I feel guilty because God blessed me with Aydyn (and Krystian), and I get so anxious and frustrated with him. You know the saying, "Your children are payback for what you did to your parents." Was I really this bad?! Aydyn will get mad and if I am holding him, he will knock my glasses off my face. Or he will hit and scratch me. Bed time and nap time are always a fight. Meals are not as bad, but he can be picky. (Don't give him soup even if you drain the broth. If you call it soup, he refuses to eat it.) He has been known to throw dirty diapers off of the couch on to the floor. I pray every night for patience or some insight into how to deal with my child. I don't think it is good that I have started telling him not to call me when he gets arrested because my rule is that you spend one night in jail before I bail you out. If anyone has suggestions, please let me know! I am willing to try anything. If you know of a good book, please fill me in.
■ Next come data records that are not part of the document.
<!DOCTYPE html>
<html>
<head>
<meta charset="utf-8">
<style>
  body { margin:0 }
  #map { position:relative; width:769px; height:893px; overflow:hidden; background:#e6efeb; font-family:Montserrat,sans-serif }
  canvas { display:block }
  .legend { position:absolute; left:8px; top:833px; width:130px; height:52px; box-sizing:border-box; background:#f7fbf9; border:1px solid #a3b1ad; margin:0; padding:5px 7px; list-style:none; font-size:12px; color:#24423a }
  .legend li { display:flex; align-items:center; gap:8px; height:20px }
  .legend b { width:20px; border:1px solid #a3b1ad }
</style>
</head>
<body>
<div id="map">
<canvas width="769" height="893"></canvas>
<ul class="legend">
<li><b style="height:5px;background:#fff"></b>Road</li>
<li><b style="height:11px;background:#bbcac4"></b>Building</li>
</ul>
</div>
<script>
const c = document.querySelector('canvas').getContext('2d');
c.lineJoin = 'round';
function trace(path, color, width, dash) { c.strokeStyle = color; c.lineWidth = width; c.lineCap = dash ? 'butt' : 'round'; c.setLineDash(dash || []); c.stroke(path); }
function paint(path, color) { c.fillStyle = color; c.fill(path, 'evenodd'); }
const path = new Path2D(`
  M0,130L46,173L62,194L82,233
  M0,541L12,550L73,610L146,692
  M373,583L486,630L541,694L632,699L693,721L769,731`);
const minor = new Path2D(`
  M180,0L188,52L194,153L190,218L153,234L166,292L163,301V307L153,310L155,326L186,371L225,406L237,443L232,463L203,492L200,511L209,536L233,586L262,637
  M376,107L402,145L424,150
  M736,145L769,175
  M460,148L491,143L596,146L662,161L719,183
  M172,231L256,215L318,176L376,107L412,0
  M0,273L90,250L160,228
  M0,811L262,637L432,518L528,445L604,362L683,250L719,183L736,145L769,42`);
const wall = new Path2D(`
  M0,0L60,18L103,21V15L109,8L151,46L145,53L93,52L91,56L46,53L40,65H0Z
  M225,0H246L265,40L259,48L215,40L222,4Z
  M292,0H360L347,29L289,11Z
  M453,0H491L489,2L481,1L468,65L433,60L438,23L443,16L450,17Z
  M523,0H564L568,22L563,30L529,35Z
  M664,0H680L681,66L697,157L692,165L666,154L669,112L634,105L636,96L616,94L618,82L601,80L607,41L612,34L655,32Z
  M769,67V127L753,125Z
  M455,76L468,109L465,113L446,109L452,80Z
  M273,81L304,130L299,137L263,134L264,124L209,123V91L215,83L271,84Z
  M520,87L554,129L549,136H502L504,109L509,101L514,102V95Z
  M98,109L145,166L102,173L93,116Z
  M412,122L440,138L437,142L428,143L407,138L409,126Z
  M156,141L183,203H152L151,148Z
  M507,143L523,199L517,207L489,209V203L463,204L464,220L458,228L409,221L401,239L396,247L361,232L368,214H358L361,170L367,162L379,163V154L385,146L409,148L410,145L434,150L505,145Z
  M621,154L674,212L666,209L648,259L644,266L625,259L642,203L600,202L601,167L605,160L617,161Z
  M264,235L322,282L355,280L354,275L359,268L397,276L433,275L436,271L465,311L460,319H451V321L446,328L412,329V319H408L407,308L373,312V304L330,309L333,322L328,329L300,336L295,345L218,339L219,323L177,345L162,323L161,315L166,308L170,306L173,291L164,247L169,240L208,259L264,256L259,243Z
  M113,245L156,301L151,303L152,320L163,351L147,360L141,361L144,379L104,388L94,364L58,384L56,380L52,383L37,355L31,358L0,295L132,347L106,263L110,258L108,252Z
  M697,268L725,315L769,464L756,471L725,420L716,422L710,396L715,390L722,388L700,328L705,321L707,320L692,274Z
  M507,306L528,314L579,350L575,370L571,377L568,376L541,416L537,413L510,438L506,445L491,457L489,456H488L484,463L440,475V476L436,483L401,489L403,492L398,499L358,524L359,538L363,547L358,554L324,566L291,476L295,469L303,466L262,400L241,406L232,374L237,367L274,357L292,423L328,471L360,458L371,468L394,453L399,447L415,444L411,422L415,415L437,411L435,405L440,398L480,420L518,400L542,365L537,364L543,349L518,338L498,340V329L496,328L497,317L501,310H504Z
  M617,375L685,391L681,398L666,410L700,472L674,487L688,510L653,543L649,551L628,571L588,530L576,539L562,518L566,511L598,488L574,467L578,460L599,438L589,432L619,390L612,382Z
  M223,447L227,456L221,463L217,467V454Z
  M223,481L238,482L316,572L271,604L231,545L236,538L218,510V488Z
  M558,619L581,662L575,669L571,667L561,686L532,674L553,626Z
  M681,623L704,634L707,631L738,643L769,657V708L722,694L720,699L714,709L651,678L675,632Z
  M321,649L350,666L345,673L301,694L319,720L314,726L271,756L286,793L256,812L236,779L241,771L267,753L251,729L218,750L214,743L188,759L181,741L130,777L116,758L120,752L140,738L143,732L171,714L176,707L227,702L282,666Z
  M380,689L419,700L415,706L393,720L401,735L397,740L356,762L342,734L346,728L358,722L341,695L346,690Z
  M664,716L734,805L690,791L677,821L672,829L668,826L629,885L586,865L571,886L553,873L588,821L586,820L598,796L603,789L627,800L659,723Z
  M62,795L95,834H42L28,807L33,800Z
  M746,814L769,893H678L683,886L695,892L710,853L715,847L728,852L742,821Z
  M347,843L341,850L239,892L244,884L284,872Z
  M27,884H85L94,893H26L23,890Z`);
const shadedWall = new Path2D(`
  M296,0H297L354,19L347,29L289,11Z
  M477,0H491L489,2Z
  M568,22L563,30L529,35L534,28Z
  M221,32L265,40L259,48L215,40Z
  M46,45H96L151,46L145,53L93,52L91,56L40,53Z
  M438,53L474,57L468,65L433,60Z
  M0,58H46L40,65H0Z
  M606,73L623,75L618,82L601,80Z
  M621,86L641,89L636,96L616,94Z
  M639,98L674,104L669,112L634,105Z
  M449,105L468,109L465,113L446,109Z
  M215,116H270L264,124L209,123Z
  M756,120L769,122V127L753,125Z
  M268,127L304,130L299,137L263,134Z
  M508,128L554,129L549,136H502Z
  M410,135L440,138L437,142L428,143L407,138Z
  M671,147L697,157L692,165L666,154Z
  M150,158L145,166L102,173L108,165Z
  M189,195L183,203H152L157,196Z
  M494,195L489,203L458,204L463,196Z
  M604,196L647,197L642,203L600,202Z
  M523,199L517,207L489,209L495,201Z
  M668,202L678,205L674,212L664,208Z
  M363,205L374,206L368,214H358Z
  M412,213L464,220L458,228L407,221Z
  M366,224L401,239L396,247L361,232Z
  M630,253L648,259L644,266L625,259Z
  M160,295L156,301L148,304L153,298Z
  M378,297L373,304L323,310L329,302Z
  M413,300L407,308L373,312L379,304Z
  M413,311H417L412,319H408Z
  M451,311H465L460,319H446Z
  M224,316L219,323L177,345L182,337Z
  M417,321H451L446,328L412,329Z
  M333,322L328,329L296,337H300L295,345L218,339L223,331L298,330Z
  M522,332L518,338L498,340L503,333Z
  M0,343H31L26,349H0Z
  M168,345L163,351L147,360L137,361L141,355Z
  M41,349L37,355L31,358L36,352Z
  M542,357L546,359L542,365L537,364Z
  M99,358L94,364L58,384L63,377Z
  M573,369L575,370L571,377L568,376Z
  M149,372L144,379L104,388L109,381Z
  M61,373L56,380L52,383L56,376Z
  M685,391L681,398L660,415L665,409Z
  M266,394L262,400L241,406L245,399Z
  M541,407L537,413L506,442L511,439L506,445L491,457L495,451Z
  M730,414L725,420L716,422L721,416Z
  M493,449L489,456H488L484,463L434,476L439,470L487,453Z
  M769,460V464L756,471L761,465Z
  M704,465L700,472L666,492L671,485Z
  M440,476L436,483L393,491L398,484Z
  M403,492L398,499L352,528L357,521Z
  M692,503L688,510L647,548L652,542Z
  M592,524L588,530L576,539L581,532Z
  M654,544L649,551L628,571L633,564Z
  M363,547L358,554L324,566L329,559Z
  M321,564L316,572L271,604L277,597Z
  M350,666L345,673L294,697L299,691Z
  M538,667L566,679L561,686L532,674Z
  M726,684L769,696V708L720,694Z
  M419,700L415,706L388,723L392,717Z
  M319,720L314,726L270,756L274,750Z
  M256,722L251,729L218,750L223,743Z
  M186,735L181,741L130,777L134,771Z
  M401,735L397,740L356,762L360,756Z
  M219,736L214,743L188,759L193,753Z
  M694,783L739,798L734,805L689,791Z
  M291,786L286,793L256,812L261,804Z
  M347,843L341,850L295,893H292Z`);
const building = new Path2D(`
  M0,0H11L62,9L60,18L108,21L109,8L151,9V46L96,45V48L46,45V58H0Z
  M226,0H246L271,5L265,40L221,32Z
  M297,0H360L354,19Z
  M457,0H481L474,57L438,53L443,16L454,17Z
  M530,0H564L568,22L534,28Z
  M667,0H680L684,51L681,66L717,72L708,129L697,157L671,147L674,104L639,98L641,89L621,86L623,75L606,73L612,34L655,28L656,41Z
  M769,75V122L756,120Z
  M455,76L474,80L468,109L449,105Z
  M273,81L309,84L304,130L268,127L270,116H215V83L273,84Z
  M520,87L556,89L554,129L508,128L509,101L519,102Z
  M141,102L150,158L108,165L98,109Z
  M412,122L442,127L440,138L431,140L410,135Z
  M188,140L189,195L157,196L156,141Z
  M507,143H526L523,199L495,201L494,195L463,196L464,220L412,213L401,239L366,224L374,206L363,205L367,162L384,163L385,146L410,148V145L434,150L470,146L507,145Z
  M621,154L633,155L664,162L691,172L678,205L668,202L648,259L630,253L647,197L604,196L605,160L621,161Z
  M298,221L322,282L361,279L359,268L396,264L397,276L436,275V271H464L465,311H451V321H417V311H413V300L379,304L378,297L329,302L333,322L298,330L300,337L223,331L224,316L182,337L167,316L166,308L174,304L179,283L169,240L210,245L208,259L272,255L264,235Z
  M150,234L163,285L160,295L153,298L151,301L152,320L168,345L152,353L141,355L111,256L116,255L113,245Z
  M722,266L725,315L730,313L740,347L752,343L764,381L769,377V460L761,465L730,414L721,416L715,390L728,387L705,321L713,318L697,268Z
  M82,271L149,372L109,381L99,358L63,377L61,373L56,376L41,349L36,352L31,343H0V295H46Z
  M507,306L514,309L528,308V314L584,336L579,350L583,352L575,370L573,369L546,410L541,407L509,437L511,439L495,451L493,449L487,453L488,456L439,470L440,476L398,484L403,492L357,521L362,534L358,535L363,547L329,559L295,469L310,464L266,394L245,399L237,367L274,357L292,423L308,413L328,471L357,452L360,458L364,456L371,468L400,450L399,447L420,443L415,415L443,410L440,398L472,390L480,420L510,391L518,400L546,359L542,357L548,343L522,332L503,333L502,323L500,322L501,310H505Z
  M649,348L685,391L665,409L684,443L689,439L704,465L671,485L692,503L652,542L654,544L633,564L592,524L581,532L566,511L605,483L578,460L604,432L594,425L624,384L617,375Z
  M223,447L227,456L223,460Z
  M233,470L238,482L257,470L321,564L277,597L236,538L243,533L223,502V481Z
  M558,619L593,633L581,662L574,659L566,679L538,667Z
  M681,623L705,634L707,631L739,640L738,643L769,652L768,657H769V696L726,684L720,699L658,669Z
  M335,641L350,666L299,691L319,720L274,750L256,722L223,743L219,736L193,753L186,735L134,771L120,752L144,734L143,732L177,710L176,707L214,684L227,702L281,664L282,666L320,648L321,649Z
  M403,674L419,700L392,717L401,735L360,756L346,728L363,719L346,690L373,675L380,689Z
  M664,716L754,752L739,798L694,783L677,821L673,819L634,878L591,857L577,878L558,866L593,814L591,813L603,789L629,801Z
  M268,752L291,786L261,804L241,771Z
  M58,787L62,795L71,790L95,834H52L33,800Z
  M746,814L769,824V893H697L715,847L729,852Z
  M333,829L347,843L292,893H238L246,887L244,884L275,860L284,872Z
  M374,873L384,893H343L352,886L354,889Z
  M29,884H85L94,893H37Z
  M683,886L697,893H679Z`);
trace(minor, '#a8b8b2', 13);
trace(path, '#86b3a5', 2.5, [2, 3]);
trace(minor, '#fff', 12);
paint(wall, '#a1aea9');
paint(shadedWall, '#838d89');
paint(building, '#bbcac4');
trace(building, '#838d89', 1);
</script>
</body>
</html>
Before I end this entry, I want to point out three very positive traits about Aydyn: 1. Independent. He will do ANYTHING on his own. 2. Leader. Aydyn does everything in his own time. He won't do it a minute before he is ready. 3. Smart. We joke because his initials are APT, but he really is APT. I love my little SourPatch kid!

Monday, January 17, 2011

Exercise Day 1

I did it! I got my jello out there and walked/ran for 30 minutes plus a 10 minute warm up. I read a book about being a beginner runner. It has a 13 week program to get anyone to the point that they can run a 10K. Today's workout was supposed to be 1 minute running then 2 minutes walking (repeat 12 times). I was almost there. I had done 7 of these sets when two things happened: 1. 2 creepy guys started riding their bikes at the park where I was and 2. I realized the jello I would LOVE to get rid of couldn't be felt any more. So I gave up and left.
On one hand I am proud of myself for getting out there (It was 32 degrees with a wind chill of 27), but on the other hand, I should have stuck it out for the last 5 sets. Wednesday will be my next day on the track. I will do that one after work before picking up children. Hopefully it will be warmer.